Sections 113 and 114 establish the offices of Solicitor-General and Director of Public Prosecutions.  Both must meet the qualifications required of judges.  The Solicitor-General is appointed by the Judicial Service Commission following consultation with the Attorney-General.  As specified elsewhere in this chapter, the Solicitor-General may exercise the functions of the Attorney-General in their absence.   The Director of Public Prosecutions is appointed by the Constitutional Offices Commission following consultation with the Attorney-General.  This official may order criminal charges to be brought against individuals and corporate entities, take over criminal proceedings instituted by another person or authority, or dismiss any charges before a judicial verdict has been rendered.

Charges brought before military courts are specifically excluded from the authority of the Director of Public Prosecutions.

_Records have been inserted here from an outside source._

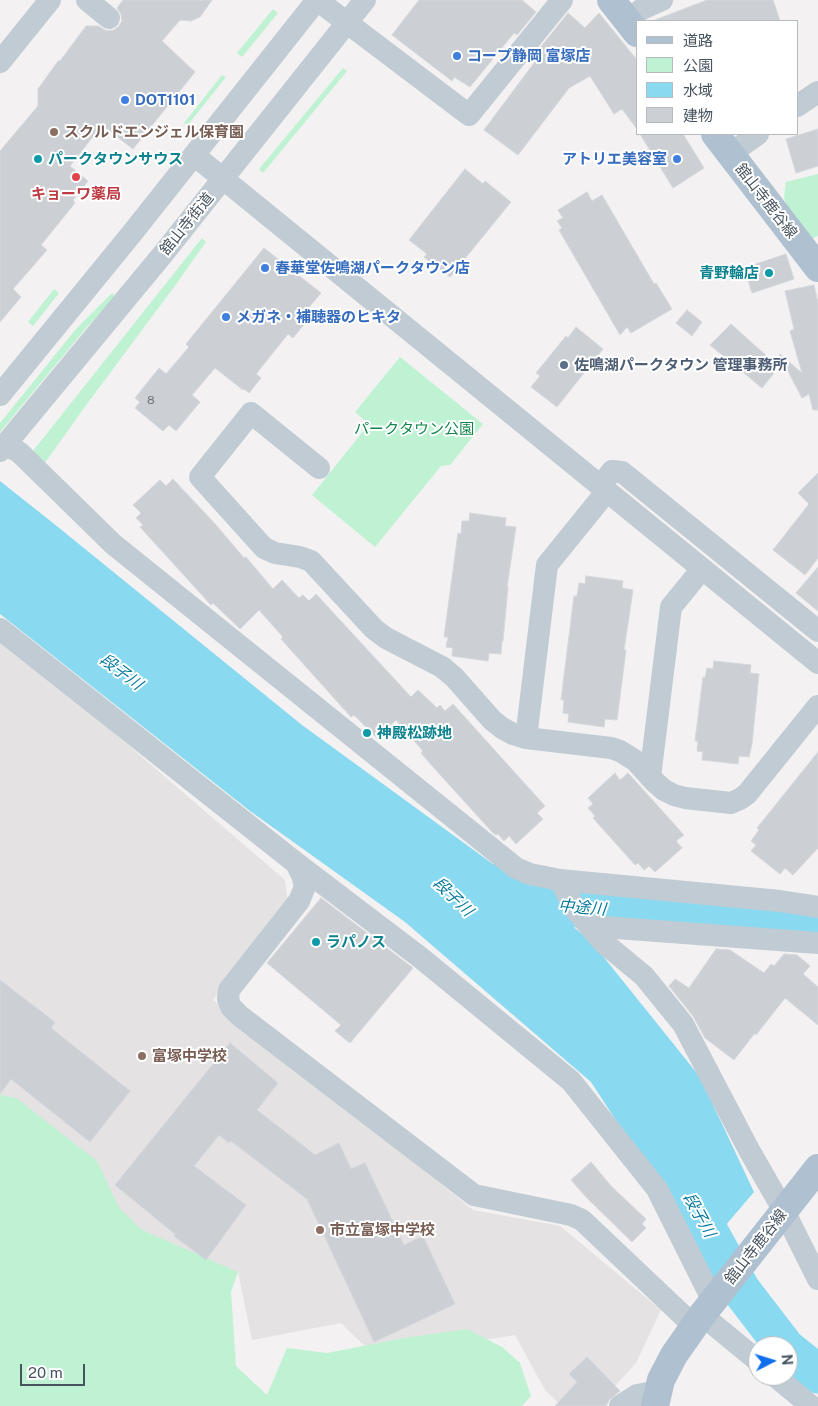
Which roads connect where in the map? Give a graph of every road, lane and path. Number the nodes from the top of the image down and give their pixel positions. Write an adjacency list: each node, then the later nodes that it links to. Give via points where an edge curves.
1 (50, 0): 10 (street)
2 (87, 0): 7 (street)
3 (317, 0): 9 (street); 15 (street)
4 (365, 0): 9 (street, 舘山寺街道)
5 (562, 0): 9 (street, via 469,115)
6 (662, 0): 8 (street)
7 (109, 18)
8 (625, 18)
9 (347, 23): 16 (street, 舘山寺街道)
10 (0, 62)
11 (818, 92): 12 (street)
12 (798, 105)
13 (754, 135): 14 (street)
14 (722, 144): 17 (main road, 舘山寺鹿谷線)
15 (194, 156): 16 (street); 18 (street)
16 (223, 179): 19 (street, 舘山寺街道); 21 (street)
17 (815, 259)
18 (0, 395)
19 (2, 448): 30 (street, via 19,452 112,544 510,864 523,872)
20 (318, 468): 27 (street, via 252,413 200,477 264,548 311,561 374,629 442,667 492,720 513,734)
21 (604, 488): 22 (street); 24 (street, via 612,471 622,472); 27 (street, via 547,566)
22 (702, 569): 25 (street); 28 (street, via 671,607)
23 (0, 629): 29 (street)
24 (818, 631)
25 (818, 663)
26 (818, 706): 28 (street, via 747,794 731,803 674,795)
27 (526, 738): 28 (street, via 611,748 636,761)
28 (650, 777)
29 (296, 863): 37 (street, via 421,958 571,1081 657,1189); 37 (street, via 302,875 302,894 229,990 231,1007 474,1195 572,1215 582,1220)
30 (560, 880): 31 (street); 32 (street, via 575,910)
31 (818, 907)
32 (590, 926): 33 (street); 35 (street, via 604,943 644,976 683,1024)
33 (818, 943)
34 (818, 1168): 35 (main road, 舘山寺鹿谷線)
35 (784, 1211): 36 (street); 37 (main road, 舘山寺鹿谷線)
36 (818, 1279)
37 (703, 1314): 38 (street); 40 (main road, 舘山寺鹿谷線, via 674,1355 661,1380)
38 (748, 1352)
39 (787, 1386): 42 (street)
40 (657, 1398): 41 (street, via 637,1395)
41 (620, 1406)
42 (810, 1406)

Part 5 Prerogative of Mercy

Part 5 of Chapter 7, comprises a single section:  Sections 115.   Titled Prerogative of Mercy, it authorizes the President to issue full pardons and conditional pardons to persons convicted of any legal offence, to remit all or part of any penalty imposed, or to "grant... a respite, either indefinitely or for a specified period, of the execution of the punishment imposed for the offence."  This power is not to be exercised independently but only on the advice of the Commission on the Prerogative of Mercy.  This commission consists of three persons: its chairman, the Attorney-General, and two other persons appointed by the President "acting in his or her own judgement."  The appointment of this commission is one of the few aspects of government in which the President has a free hand.  If a person has been sentenced to death in a civilian court, the commission must consider a report on the case written by the judge who presided at the trial, or, in the event of absence of that judge, by the Chief Justice.  The commission must also take into account any other relevant facts derived from the record of the case, or from any sources to which the commission has access, before advising the President on whether or not to exercise the Prerogative of Mercy.

The Prerogative of Mercy was exercised by President Ratu Josefa Iloilo in 2001, when he commuted to life imprisonment the death sentence imposed on George Speight, who was convicted of treason for his leading role in the 2000 coup.